### Exercise instructions
Read the records below and report each line in which "above" occurs.

= Beginning of Section =

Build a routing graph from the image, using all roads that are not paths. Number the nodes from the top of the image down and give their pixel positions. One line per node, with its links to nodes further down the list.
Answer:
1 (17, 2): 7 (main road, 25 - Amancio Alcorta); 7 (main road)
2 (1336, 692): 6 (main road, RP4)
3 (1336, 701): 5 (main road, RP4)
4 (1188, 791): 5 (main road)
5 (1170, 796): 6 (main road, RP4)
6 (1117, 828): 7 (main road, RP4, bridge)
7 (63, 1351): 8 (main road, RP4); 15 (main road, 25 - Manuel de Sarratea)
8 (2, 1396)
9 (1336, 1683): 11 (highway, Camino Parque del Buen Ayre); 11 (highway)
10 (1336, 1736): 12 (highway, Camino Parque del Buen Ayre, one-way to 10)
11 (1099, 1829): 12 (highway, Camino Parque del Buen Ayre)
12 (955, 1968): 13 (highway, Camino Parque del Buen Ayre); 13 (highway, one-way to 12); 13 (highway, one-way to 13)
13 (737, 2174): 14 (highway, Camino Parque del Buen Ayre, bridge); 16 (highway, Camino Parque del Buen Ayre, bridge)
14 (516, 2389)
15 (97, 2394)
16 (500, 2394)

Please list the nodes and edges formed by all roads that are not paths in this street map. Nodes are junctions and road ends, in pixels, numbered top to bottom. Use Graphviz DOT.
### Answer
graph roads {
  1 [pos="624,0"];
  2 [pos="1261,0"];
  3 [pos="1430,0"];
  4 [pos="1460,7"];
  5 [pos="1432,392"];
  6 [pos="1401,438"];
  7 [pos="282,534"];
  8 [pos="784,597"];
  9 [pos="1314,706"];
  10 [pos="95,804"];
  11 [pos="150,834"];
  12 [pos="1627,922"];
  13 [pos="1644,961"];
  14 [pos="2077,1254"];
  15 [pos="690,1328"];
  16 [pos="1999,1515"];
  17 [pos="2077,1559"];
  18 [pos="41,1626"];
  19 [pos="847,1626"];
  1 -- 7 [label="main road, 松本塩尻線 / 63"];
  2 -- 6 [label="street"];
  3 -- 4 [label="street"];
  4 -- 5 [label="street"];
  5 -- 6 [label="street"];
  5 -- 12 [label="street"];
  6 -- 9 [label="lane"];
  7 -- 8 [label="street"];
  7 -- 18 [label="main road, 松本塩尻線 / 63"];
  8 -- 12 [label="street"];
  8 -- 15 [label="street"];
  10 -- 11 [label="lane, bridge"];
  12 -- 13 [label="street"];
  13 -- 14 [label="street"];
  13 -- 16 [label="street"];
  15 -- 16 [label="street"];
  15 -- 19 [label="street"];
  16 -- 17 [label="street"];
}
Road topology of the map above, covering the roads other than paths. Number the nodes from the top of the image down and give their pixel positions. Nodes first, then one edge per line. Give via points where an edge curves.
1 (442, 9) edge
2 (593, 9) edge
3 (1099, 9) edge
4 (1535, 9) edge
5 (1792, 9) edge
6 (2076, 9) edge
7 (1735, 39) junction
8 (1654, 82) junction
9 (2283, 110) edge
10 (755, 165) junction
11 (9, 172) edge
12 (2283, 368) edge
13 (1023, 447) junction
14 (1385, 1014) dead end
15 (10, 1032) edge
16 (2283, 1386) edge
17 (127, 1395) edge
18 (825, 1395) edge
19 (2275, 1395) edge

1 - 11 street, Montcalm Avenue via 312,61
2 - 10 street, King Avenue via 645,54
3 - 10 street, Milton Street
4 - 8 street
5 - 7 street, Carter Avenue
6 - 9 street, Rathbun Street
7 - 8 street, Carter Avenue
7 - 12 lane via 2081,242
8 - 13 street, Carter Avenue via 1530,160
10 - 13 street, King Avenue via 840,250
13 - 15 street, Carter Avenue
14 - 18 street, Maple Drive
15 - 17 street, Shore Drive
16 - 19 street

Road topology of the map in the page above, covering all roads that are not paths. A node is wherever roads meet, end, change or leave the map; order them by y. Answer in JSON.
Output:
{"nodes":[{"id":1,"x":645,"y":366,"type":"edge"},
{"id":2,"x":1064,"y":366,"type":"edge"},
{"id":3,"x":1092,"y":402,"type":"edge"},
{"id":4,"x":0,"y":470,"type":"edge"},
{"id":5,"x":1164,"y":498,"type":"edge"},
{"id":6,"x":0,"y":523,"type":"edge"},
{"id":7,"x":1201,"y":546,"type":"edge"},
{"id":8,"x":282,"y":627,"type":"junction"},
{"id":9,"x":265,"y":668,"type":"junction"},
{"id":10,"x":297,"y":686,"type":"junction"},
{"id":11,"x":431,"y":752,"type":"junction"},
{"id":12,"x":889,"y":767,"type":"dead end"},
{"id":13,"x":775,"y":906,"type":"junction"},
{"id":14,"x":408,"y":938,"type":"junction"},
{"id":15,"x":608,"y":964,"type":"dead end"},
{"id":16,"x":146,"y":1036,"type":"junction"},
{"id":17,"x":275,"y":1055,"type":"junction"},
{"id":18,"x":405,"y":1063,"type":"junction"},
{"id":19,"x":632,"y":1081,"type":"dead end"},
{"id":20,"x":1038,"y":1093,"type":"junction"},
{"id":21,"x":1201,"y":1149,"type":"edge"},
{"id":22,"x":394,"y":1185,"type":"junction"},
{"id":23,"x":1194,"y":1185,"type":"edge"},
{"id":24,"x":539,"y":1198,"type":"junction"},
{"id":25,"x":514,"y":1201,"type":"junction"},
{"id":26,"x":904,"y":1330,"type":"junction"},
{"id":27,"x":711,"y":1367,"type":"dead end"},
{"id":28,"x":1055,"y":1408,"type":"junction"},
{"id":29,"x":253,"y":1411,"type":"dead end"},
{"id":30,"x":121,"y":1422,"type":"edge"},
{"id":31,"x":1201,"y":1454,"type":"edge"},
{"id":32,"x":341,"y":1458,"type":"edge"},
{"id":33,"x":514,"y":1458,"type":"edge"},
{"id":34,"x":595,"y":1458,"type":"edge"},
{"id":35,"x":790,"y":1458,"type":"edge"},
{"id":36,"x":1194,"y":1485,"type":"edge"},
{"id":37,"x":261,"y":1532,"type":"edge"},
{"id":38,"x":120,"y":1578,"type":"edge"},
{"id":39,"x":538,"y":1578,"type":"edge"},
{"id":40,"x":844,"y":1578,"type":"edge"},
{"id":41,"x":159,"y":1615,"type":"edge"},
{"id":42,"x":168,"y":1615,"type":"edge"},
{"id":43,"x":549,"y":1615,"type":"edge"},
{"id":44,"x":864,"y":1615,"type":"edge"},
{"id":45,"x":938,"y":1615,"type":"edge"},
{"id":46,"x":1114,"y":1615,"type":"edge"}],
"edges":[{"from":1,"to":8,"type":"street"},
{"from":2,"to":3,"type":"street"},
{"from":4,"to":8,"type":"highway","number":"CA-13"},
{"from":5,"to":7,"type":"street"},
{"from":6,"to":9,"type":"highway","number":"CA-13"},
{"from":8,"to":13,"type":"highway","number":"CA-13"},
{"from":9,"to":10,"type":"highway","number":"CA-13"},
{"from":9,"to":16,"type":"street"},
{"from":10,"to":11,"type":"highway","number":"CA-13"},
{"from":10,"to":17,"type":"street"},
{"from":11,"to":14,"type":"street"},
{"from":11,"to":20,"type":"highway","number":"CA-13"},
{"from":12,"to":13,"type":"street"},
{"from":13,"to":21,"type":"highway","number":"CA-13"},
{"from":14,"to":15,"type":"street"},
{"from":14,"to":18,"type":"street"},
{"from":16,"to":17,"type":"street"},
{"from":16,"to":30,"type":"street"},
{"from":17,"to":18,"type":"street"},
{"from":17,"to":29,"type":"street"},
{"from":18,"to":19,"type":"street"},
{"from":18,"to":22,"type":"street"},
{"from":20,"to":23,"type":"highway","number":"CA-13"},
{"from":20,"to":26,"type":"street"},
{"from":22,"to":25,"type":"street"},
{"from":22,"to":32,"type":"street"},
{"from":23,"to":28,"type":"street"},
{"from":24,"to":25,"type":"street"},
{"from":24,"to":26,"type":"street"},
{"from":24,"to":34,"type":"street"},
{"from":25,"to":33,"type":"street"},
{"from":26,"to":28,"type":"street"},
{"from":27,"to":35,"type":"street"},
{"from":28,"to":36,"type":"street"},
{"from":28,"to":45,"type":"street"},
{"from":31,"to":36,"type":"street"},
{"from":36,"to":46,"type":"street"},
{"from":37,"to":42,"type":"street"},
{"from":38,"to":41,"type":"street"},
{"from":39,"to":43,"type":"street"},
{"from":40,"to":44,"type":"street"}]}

= End of Section =

### Your solution
Road topology of the map above, covering the roads other than paths. Number the nodes from the top of the image down and give their pixel positions. Nodes first, then one edge per line. Give via points where an edge curves.
Road topology of the map in the page above, covering all roads that are not paths. A node is wherever roads meet, end, change or leave the map; order them by y. Answer in JSON.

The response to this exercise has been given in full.